The organization shall be a not for profit corporation known as Friends of Crab Orchard National Wildlife Refuge, Inc., located in Williamson County, Illinois.

Article II

PURPOSE

1. Said corporation is organized exclusively for educational and charitable purposes withing the meaning of Section 501 (C)(3) of the Internal revenue code of 1954. No part of the net earning of the corporation shall inure to the benefit of , or be distributable to its members, directors officers, of other private persons, except that the corporation shall be authorized and empowered to reasonable compensation for services rendered and to make payment in distribution and in furtherance of the purposes set forth above. No substantial part of the activities of the corporation shall be the carrying on of propaganda, or otherwise attempting to influence legislation. And the corporation shall not participate in, or intervene in (including the publishing or distribution of statements) any political campaign on behalf of any candidate for public office. Notwithstanding any other provision of the Articles, the corporation shall not carry on any other activities not permitted to ve carried on (a) by a corporation exempt form federal income tax under 501 (c) (3) of the Internal Revenue Code of (b) by a corporation contributions to which are deductible under Section 170 (c) (2) of the Internal Revenue Code. On dissolution of the corporation the board of directors shall, after paying or making provision for the payment of all the liabilities of the corporation, dispose of all the assets of the corporation exclusively of the purposes of the corporation in such manner, or to such organization of organization organized and operated exclusively for charitable of educational purposes and shall at the time qualify as an exempt origination or organization under Section 501 (c) (3) of the Internal Revenue Code, as the board of directors shall determine.

Article III

MEMBERSHIP

1. Any individual or organization approving of the objectives of the Corporation and who is willing to assist the Corporation in its activities shall be eligible for membership.
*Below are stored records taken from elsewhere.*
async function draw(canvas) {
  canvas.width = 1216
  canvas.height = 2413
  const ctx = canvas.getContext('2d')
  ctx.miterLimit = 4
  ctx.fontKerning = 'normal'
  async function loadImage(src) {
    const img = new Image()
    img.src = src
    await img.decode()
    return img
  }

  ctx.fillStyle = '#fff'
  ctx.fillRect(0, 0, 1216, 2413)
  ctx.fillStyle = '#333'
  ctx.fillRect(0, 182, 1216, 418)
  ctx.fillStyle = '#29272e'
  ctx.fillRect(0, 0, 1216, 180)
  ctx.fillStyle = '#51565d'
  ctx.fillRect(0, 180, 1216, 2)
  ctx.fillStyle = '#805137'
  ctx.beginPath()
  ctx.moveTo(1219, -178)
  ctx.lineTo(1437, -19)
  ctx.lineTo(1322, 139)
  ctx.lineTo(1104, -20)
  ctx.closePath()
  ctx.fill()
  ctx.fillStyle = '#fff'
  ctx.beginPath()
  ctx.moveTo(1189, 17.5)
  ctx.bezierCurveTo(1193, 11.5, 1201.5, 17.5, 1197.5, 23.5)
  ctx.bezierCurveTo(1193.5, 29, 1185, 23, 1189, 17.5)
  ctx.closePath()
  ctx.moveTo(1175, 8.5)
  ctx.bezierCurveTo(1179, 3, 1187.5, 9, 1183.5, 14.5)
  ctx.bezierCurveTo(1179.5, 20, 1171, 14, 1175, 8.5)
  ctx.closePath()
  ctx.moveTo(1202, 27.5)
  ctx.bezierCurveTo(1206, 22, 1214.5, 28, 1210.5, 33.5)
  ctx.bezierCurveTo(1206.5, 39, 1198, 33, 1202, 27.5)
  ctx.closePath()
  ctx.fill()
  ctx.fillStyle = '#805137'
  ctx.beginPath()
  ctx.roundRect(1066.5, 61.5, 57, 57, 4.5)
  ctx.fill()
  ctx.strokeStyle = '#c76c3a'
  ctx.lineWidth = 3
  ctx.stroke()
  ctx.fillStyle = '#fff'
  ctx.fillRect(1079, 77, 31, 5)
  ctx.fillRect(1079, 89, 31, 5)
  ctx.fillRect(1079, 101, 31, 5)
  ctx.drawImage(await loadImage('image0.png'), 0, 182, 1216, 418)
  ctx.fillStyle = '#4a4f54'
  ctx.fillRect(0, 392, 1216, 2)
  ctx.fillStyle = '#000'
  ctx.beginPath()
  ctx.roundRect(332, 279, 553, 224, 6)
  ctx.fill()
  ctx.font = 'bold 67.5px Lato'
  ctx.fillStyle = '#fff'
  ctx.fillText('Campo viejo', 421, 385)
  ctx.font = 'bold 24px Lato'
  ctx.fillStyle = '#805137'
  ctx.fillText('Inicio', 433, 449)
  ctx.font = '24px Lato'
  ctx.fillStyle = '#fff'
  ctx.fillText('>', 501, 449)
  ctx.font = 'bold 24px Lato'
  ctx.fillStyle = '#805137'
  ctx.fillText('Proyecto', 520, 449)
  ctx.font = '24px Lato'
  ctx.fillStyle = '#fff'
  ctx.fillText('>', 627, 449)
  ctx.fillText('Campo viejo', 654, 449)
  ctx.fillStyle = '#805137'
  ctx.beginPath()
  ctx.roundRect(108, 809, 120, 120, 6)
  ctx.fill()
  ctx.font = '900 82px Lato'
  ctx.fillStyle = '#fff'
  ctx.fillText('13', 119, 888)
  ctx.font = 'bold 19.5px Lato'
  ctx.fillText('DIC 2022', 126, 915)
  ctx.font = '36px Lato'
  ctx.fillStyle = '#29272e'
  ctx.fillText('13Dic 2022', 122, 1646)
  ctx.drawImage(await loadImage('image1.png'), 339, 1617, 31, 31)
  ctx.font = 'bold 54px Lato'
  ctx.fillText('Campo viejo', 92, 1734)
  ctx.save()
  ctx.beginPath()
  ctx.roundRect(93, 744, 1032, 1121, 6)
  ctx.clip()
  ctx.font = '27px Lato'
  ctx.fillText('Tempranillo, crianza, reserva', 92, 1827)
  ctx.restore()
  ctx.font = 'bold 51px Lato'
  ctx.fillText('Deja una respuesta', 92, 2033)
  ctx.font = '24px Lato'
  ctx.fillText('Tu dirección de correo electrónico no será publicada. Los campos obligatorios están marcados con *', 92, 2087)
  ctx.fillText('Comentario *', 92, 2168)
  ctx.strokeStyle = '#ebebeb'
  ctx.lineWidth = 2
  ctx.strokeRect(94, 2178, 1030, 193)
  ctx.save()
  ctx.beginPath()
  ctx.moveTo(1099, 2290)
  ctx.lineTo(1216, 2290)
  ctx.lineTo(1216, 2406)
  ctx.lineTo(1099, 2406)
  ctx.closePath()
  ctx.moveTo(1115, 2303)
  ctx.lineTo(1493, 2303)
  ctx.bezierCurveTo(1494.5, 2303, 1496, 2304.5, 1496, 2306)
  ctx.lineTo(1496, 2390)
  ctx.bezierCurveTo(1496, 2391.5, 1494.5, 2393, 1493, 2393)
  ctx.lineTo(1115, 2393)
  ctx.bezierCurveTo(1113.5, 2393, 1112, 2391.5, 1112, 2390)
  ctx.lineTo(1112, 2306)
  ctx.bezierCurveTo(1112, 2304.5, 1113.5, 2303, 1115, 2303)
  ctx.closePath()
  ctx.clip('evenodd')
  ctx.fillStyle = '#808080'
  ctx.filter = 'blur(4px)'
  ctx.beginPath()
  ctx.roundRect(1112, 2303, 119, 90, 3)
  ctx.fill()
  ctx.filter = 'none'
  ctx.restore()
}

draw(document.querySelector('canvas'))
2. Classes of annual membership are as follows:


a. Individual $10.00 per year

b. Life Time $250.00

c. Business(non-voting) $100.00 per year


3. The membership year shall commence on January 1st. Membership dues shall be set by the Board of Directors. Membership shall be effective on receipt of membership application and payment of dues. Renewal of membership shall be by payment of dues.

4. Only members in good standing shall be eligible to participate in business meetings, or serve in any of the Corporation's elective or appointive positions. Members in default of dues payment for more than six months shall be dropped from the rolls.

5. All members in good standing shall be eligible for a ten (10%) percent discount on all books or other items offered for sale by the Corporation.

Article IV

MEETINGS

1. The annual meeting of the Corporation shall be held in October at a date, time and place to be designated by the Board of Directors with written notice to each member at least 30 days prior to the meeting.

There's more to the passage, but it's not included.